▸ What to produce: Every record must be repeated exactly, with no omission.

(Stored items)
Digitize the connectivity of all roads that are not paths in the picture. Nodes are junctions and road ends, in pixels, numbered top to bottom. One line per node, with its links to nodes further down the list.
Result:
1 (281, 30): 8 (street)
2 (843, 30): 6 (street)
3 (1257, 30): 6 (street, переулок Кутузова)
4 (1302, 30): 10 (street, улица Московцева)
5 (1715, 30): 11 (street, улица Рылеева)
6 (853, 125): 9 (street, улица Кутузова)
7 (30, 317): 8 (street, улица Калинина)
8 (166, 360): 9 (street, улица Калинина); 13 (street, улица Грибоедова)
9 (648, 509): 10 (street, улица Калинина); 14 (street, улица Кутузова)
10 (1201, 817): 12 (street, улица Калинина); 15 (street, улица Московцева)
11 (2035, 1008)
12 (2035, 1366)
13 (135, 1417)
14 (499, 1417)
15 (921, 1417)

▸ Solution to this exercise:
Digitize the connectivity of all roads that are not paths in the picture. Nodes are junctions and road ends, in pixels, numbered top to bottom. One line per node, with its links to nodes further down the list.
Result:
1 (281, 30): 8 (street)
2 (843, 30): 6 (street)
3 (1257, 30): 6 (street, переулок Кутузова)
4 (1302, 30): 10 (street, улица Московцева)
5 (1715, 30): 11 (street, улица Рылеева)
6 (853, 125): 9 (street, улица Кутузова)
7 (30, 317): 8 (street, улица Калинина)
8 (166, 360): 9 (street, улица Калинина); 13 (street, улица Грибоедова)
9 (648, 509): 10 (street, улица Калинина); 14 (street, улица Кутузова)
10 (1201, 817): 12 (street, улица Калинина); 15 (street, улица Московцева)
11 (2035, 1008)
12 (2035, 1366)
13 (135, 1417)
14 (499, 1417)
15 (921, 1417)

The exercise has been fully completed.